** PROBLEM **
Every line of the records counts; transcribe each one exactly.

** Collected data **
◆ ◆ ◆ ◆
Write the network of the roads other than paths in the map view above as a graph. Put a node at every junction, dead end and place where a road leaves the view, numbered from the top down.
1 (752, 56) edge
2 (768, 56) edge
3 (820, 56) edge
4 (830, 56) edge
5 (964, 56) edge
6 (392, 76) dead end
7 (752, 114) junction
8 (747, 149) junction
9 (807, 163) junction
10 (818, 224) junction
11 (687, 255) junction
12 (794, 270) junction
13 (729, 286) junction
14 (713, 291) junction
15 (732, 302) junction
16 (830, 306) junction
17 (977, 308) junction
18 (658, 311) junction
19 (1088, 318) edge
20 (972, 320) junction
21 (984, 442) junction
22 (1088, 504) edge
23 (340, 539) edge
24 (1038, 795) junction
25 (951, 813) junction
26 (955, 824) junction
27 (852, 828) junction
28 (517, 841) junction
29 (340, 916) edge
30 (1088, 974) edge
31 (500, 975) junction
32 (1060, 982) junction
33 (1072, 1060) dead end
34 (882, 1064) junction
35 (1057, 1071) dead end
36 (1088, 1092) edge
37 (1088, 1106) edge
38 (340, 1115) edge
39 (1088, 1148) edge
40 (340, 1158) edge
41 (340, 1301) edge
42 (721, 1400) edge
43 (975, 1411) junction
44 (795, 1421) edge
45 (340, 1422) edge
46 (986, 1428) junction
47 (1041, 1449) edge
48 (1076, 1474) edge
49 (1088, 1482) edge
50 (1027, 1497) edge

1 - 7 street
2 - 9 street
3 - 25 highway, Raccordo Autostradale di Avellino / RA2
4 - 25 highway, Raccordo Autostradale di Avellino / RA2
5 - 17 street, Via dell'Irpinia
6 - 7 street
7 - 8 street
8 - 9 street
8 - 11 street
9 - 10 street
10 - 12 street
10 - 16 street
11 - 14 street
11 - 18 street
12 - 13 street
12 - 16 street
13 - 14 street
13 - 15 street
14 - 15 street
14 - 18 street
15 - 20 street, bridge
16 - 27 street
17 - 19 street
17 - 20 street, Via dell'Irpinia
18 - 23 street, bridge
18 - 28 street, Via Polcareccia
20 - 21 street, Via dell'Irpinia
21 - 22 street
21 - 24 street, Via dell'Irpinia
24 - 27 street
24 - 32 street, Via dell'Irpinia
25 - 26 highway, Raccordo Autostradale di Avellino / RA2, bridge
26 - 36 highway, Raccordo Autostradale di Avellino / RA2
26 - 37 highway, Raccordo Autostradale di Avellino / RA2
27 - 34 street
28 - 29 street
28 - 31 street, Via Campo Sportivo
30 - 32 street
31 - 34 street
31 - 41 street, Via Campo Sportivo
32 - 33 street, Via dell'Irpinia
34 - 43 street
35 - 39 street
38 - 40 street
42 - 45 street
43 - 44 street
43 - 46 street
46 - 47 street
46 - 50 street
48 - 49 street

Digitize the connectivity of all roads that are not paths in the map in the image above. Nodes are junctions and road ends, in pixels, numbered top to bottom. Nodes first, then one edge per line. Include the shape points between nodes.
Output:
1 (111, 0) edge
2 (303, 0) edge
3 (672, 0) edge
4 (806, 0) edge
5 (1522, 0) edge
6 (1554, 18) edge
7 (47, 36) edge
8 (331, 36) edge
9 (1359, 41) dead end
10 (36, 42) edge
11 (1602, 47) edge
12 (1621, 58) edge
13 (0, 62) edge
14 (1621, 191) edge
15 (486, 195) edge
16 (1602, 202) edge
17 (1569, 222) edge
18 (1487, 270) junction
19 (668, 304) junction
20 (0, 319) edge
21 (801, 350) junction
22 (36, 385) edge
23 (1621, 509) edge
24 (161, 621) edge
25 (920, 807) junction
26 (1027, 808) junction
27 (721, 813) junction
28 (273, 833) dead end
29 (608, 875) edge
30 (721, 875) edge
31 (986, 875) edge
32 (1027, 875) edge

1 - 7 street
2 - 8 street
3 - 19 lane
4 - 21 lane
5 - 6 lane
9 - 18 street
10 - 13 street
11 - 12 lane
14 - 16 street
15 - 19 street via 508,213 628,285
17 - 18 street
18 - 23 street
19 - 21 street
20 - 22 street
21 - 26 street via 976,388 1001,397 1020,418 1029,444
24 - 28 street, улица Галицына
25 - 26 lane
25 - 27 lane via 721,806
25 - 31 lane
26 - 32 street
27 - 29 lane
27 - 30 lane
◆ ◆ ◆ ◆
** REPLY **
Write the network of the roads other than paths in the map view above as a graph. Put a node at every junction, dead end and place where a road leaves the view, numbered from the top down.
1 (752, 56) edge
2 (768, 56) edge
3 (820, 56) edge
4 (830, 56) edge
5 (964, 56) edge
6 (392, 76) dead end
7 (752, 114) junction
8 (747, 149) junction
9 (807, 163) junction
10 (818, 224) junction
11 (687, 255) junction
12 (794, 270) junction
13 (729, 286) junction
14 (713, 291) junction
15 (732, 302) junction
16 (830, 306) junction
17 (977, 308) junction
18 (658, 311) junction
19 (1088, 318) edge
20 (972, 320) junction
21 (984, 442) junction
22 (1088, 504) edge
23 (340, 539) edge
24 (1038, 795) junction
25 (951, 813) junction
26 (955, 824) junction
27 (852, 828) junction
28 (517, 841) junction
29 (340, 916) edge
30 (1088, 974) edge
31 (500, 975) junction
32 (1060, 982) junction
33 (1072, 1060) dead end
34 (882, 1064) junction
35 (1057, 1071) dead end
36 (1088, 1092) edge
37 (1088, 1106) edge
38 (340, 1115) edge
39 (1088, 1148) edge
40 (340, 1158) edge
41 (340, 1301) edge
42 (721, 1400) edge
43 (975, 1411) junction
44 (795, 1421) edge
45 (340, 1422) edge
46 (986, 1428) junction
47 (1041, 1449) edge
48 (1076, 1474) edge
49 (1088, 1482) edge
50 (1027, 1497) edge

1 - 7 street
2 - 9 street
3 - 25 highway, Raccordo Autostradale di Avellino / RA2
4 - 25 highway, Raccordo Autostradale di Avellino / RA2
5 - 17 street, Via dell'Irpinia
6 - 7 street
7 - 8 street
8 - 9 street
8 - 11 street
9 - 10 street
10 - 12 street
10 - 16 street
11 - 14 street
11 - 18 street
12 - 13 street
12 - 16 street
13 - 14 street
13 - 15 street
14 - 15 street
14 - 18 street
15 - 20 street, bridge
16 - 27 street
17 - 19 street
17 - 20 street, Via dell'Irpinia
18 - 23 street, bridge
18 - 28 street, Via Polcareccia
20 - 21 street, Via dell'Irpinia
21 - 22 street
21 - 24 street, Via dell'Irpinia
24 - 27 street
24 - 32 street, Via dell'Irpinia
25 - 26 highway, Raccordo Autostradale di Avellino / RA2, bridge
26 - 36 highway, Raccordo Autostradale di Avellino / RA2
26 - 37 highway, Raccordo Autostradale di Avellino / RA2
27 - 34 street
28 - 29 street
28 - 31 street, Via Campo Sportivo
30 - 32 street
31 - 34 street
31 - 41 street, Via Campo Sportivo
32 - 33 street, Via dell'Irpinia
34 - 43 street
35 - 39 street
38 - 40 street
42 - 45 street
43 - 44 street
43 - 46 street
46 - 47 street
46 - 50 street
48 - 49 street

Digitize the connectivity of all roads that are not paths in the map in the image above. Nodes are junctions and road ends, in pixels, numbered top to bottom. Nodes first, then one edge per line. Include the shape points between nodes.
Output:
1 (111, 0) edge
2 (303, 0) edge
3 (672, 0) edge
4 (806, 0) edge
5 (1522, 0) edge
6 (1554, 18) edge
7 (47, 36) edge
8 (331, 36) edge
9 (1359, 41) dead end
10 (36, 42) edge
11 (1602, 47) edge
12 (1621, 58) edge
13 (0, 62) edge
14 (1621, 191) edge
15 (486, 195) edge
16 (1602, 202) edge
17 (1569, 222) edge
18 (1487, 270) junction
19 (668, 304) junction
20 (0, 319) edge
21 (801, 350) junction
22 (36, 385) edge
23 (1621, 509) edge
24 (161, 621) edge
25 (920, 807) junction
26 (1027, 808) junction
27 (721, 813) junction
28 (273, 833) dead end
29 (608, 875) edge
30 (721, 875) edge
31 (986, 875) edge
32 (1027, 875) edge

1 - 7 street
2 - 8 street
3 - 19 lane
4 - 21 lane
5 - 6 lane
9 - 18 street
10 - 13 street
11 - 12 lane
14 - 16 street
15 - 19 street via 508,213 628,285
17 - 18 street
18 - 23 street
19 - 21 street
20 - 22 street
21 - 26 street via 976,388 1001,397 1020,418 1029,444
24 - 28 street, улица Галицына
25 - 26 lane
25 - 27 lane via 721,806
25 - 31 lane
26 - 32 street
27 - 29 lane
27 - 30 lane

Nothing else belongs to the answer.